Au cour du mandat de George W. Bush, le néo-conservatisme aura été une force idéologique de premier plan, réussissant à lancer une guerre en Irak alors qu'elle n'était amenée par aucun fait de guerre direct. Les néo-conservateurs sont un courant de pensée puissant, pas forcément dominant dans la population américaine, mais remarquablement bien introduit parmi ses élites. Leur vision du monde part sur la base d'un refus du relativisme moral : ils considèrent que le mal et le bien existent en tant que tels, qu'il est possible de discerner entre les deux, et qu'il faut appliquer le bien contre le mal. Ce qui relève du bien, c'est le droit au bonheur, la liberté, la démocratie... bref, ce qui fait la société américaine. Celle-ci est donc un modèle pour le monde, et les Américains ont comme mission de faire partager leur mode de vie aux pays subissant des dictatures. A ce titre, le rayonnement des Etats-Unis est indispensable pour influencer les autres pays à les suivre, et l'Amérique doit même oeuvrer pour renforcer son hégémonie, et ainsi constituer une force d'attraction suffisante pour entraîner le monde entier derrière elle.

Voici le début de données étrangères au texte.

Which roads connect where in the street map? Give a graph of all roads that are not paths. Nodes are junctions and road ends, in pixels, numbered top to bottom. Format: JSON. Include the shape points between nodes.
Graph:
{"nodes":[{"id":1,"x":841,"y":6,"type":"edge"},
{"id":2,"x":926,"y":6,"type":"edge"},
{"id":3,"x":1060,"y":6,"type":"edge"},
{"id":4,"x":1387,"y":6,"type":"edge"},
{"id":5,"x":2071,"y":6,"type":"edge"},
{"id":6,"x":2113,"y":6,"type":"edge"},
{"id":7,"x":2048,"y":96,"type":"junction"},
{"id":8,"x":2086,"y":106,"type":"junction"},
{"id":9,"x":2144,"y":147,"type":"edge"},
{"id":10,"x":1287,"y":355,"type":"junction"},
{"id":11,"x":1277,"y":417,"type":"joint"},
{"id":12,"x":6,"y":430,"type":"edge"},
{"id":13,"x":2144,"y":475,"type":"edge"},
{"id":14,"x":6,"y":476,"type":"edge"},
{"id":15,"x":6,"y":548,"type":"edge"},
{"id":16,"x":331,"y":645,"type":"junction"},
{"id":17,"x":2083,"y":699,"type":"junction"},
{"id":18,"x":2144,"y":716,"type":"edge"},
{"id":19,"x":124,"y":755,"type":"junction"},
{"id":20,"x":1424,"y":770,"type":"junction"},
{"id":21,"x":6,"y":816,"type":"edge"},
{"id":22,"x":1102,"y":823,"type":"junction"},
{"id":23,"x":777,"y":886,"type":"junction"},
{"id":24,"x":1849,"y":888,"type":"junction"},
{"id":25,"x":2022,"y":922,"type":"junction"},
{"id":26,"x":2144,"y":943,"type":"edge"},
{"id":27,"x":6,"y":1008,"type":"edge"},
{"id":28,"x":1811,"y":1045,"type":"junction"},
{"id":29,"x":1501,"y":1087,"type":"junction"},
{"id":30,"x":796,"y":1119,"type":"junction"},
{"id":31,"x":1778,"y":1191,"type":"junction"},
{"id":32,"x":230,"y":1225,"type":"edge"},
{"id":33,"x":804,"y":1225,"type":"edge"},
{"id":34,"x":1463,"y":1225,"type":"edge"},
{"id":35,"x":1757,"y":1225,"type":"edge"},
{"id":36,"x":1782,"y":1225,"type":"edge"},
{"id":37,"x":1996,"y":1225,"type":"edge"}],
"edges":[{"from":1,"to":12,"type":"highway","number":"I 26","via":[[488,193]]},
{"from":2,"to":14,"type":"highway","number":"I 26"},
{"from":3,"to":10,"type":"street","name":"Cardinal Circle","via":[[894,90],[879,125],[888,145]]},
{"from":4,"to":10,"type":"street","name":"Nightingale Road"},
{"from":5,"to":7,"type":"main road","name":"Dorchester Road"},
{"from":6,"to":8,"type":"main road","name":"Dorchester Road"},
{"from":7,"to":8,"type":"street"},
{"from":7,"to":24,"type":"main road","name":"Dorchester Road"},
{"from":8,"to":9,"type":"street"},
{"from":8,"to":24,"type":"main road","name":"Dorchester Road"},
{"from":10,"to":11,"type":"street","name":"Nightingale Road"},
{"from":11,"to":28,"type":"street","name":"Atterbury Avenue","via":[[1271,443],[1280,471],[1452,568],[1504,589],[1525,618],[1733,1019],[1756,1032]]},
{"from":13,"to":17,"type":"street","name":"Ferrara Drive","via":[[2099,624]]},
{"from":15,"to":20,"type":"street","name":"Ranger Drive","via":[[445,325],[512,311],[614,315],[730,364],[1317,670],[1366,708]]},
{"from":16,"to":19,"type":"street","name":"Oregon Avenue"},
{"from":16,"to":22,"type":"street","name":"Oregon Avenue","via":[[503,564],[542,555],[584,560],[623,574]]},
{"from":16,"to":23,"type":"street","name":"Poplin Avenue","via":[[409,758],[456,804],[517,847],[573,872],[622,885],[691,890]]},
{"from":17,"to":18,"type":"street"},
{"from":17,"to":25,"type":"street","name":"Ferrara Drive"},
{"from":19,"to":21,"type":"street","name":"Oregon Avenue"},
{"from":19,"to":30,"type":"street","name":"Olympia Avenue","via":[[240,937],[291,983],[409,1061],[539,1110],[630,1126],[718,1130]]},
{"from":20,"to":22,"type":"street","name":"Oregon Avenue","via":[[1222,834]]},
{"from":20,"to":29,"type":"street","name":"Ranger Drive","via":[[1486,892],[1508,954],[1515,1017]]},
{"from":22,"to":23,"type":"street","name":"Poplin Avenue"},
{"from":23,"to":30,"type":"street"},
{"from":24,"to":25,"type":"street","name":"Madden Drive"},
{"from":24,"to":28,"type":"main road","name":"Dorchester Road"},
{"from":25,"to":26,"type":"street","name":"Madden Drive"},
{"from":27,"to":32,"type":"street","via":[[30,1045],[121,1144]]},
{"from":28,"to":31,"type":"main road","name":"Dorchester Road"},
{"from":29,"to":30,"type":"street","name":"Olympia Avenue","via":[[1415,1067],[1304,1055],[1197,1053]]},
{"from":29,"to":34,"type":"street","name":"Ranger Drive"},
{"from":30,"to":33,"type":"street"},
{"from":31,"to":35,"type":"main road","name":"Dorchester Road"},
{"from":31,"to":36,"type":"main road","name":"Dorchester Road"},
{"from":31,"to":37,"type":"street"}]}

D'un point de vue politique, le néo-conservatisme s'est d'abord constitué dans le cadre de la guerre froide, pour lutter contre l'immobilisme prévalant face à l'URSS. Les néo-conservateurs prônaient la prise d'initiative face à la menace soviétique, et n'hésitaient pas à considérer l'usage de la force militaire comme nécéssaire pour atteindre des buts justes. Ils ne croient d'ailleurs pas au multi-latéralisme, facteur d'inaction et de compromission. Les néo-conservateurs sont idéalistes dans la mesure où ils refusent de laisser leurs idéaux entâchées et où ils considèrent que chaque pays suit le chemin du progrès, mais ils se veulent également réalistes sur les moyens d'arriver à leurs fins, en pensant que seul le rapport de force est de nature à sécuriser des avancées avec les dictatures. Ronald Reagan, en augmentant le budget militaire américain dans les années 80, est ainsi crédité de l'effondrement du bloc soviétique qui n'a pu suivre cet effort.

Après le succès face aux soviétiques, les néo-conservateurs semblaient ne plus avoir d'ennemi. Mais il restaient encore bien des dictatures hostiles aux Etats-Unis à travers le monde. L'Irak, l'Iran, la Corée du Nord, l'Afghanistan, la Lybie... Ils surveillaient chacun de ces pays. La montée de l'islamisme leur a fait prendre conscience d'une nouvelle menace contre le monde libre, et c'est ainsi qu'ils ont pu s'imposer au lendemain du 11 septembre 2001. Et aujourd'hui encore, s'ils ont obtenu que les Etats-Unis agissent directement contre les "Etats voyous", ils ne se méfient pas moins de pays plus imposants, plus solides mais se révélant comme de possibles challengers de la suprématie américaine. La Chine et la Russie sont ainsi à nouveau considérés avec prudence, voire suspection.

L'échec de la guerre en Irak a notablement diminué leur influence. Mais leur doctrine garde une certaine force aux Etats-Unis, et elle reste comme une pensée de fond pour bon nombre d'hommes politiques républicains. Dès lors, il ne serait pas étonnant qu'elle ressurgisse avec toute sa force en cas de crise internationale. Il est difficile de transformer un tel idéalisme en des conceptions plus subtiles.